Acid-mine drainage has the most severe impact, with treatment estimated to cost around 0.38c/kWh,” stated the report.

Apart from future water treatment costs, the historical impacts of coal mining will require treatment and associated costs for decades to come. South Africa has close to 6 000 recorded derelict and ownerless mines. It is estimated that the closure of these mines, including the long-term treatment of acid-mine drainage, would cost up to R60-billion.

Including water supply and infrastructure costs into energy modelling could result in a 75% reduction in water intensity of the power sector by 2050, Life After Coal says.

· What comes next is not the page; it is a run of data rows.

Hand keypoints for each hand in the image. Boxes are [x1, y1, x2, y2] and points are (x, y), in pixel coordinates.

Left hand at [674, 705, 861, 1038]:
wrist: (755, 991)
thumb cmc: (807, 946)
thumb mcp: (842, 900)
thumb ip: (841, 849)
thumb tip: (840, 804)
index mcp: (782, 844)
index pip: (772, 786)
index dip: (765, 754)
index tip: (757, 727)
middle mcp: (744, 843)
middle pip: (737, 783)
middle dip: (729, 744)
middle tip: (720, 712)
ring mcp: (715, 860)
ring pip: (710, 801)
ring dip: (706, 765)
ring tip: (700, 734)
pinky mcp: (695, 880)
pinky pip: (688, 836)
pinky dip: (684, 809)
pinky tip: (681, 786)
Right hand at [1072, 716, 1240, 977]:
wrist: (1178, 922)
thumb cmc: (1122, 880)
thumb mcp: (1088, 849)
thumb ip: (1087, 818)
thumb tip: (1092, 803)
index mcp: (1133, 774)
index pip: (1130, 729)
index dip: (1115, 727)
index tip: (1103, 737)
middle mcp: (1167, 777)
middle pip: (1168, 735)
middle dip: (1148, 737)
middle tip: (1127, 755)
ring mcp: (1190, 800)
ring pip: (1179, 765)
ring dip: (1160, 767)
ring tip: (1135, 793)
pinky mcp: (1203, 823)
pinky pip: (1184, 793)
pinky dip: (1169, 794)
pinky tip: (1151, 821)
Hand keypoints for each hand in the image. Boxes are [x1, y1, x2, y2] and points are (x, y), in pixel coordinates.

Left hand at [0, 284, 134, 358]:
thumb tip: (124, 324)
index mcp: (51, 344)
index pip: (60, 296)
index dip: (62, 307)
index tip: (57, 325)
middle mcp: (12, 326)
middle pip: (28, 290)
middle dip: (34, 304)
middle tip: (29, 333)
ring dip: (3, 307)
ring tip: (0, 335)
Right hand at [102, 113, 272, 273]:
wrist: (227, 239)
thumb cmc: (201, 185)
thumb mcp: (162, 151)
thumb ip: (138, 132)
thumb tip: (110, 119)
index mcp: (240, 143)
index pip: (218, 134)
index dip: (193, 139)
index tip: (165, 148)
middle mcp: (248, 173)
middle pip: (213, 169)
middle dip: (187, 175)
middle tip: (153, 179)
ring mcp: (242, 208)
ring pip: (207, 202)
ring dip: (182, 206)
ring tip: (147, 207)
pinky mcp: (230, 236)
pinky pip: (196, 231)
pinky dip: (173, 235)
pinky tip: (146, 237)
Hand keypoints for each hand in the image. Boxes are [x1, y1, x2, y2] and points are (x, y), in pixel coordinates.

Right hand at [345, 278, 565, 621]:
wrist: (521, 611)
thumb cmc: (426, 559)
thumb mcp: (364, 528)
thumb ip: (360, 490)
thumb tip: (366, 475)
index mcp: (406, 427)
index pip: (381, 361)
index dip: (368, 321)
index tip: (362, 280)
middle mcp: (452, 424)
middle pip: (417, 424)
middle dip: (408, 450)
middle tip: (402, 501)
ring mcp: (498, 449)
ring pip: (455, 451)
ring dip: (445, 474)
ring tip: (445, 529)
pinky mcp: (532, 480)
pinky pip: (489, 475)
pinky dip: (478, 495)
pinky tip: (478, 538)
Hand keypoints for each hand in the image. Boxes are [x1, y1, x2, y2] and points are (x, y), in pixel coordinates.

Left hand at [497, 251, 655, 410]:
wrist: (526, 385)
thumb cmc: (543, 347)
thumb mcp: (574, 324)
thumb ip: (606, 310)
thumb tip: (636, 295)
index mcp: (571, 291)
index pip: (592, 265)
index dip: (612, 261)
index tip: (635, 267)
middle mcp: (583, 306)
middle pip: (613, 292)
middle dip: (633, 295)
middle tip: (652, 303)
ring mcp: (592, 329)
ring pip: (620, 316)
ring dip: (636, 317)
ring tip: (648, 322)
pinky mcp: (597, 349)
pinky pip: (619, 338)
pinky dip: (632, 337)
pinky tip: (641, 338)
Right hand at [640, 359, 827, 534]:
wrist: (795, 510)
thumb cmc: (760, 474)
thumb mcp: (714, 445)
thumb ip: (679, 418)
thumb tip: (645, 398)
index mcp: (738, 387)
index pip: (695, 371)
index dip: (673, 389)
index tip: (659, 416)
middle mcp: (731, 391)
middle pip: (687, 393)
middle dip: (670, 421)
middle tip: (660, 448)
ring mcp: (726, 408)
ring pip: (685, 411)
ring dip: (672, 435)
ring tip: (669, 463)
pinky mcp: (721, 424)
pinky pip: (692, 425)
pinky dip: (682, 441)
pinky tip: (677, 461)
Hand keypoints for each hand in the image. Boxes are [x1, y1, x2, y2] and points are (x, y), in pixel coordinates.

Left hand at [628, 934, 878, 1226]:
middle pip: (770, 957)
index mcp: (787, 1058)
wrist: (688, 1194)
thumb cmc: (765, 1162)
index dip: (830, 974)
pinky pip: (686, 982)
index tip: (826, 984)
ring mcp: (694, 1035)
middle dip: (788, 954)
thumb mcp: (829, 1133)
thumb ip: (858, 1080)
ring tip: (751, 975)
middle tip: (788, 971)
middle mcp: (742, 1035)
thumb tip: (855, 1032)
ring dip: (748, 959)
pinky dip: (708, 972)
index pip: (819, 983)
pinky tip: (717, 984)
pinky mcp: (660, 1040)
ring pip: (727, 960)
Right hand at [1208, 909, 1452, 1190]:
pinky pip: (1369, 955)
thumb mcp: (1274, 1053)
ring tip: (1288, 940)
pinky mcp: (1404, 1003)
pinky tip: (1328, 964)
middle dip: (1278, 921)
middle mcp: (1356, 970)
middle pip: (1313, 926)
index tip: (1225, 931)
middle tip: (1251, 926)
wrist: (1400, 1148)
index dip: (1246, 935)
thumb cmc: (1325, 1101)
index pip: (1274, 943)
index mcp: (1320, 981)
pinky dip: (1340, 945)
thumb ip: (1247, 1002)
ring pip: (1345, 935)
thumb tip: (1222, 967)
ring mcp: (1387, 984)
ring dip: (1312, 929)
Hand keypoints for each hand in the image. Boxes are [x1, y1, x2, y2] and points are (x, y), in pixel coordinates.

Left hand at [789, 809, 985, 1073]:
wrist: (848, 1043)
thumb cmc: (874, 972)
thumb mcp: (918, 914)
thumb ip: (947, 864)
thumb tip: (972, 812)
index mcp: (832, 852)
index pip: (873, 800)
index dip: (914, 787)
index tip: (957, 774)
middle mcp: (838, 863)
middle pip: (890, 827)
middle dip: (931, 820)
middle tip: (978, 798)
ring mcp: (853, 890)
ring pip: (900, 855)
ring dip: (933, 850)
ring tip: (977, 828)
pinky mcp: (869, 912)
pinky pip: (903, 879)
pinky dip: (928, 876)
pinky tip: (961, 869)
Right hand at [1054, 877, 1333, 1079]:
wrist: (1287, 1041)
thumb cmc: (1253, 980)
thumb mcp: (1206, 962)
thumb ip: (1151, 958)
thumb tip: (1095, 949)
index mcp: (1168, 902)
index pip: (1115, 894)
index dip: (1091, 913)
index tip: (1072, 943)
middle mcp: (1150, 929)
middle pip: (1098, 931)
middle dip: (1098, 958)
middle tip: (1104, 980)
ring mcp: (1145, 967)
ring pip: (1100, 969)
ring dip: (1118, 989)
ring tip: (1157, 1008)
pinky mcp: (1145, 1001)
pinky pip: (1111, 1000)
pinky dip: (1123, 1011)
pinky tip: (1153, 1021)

Renewable energy technologies use far less water. A decarbonised energy future would require four times less water, by 2050, than the draft IRP’s Base Case, which relies heavily on coal and nuclear.

A decarbonised future would also cost less and create up to 331 000 jobs in the energy sector by 2050, according to research conducted by the Council for Scientific and Industrial Research.

The report makes it clear that it is critical that the new draft of the IRP, which Energy Minister Jeff Radebe said will be published shortly, considers the full range of water-related externalities and impacts in determining and costing South Africa’s future electricity supply mix.

Earthlife Africa director Makoma Lekalakala notes that excluding these costs results in the misrepresentation of the costs of coal-fired power generation.

“These costs do not go away. They are borne by the environment, by society in general and especially by poor communities.

“Conversely, including these costs would justify a rapid shift from coal to water-efficient renewable energy. This transition is essential and urgent given South Africa’s water crisis. It is equally urgent that this is planned as a just transition that contributes creating a more equal society in which everyone has a place including workers who are currently employed in the coal sector,” he adds.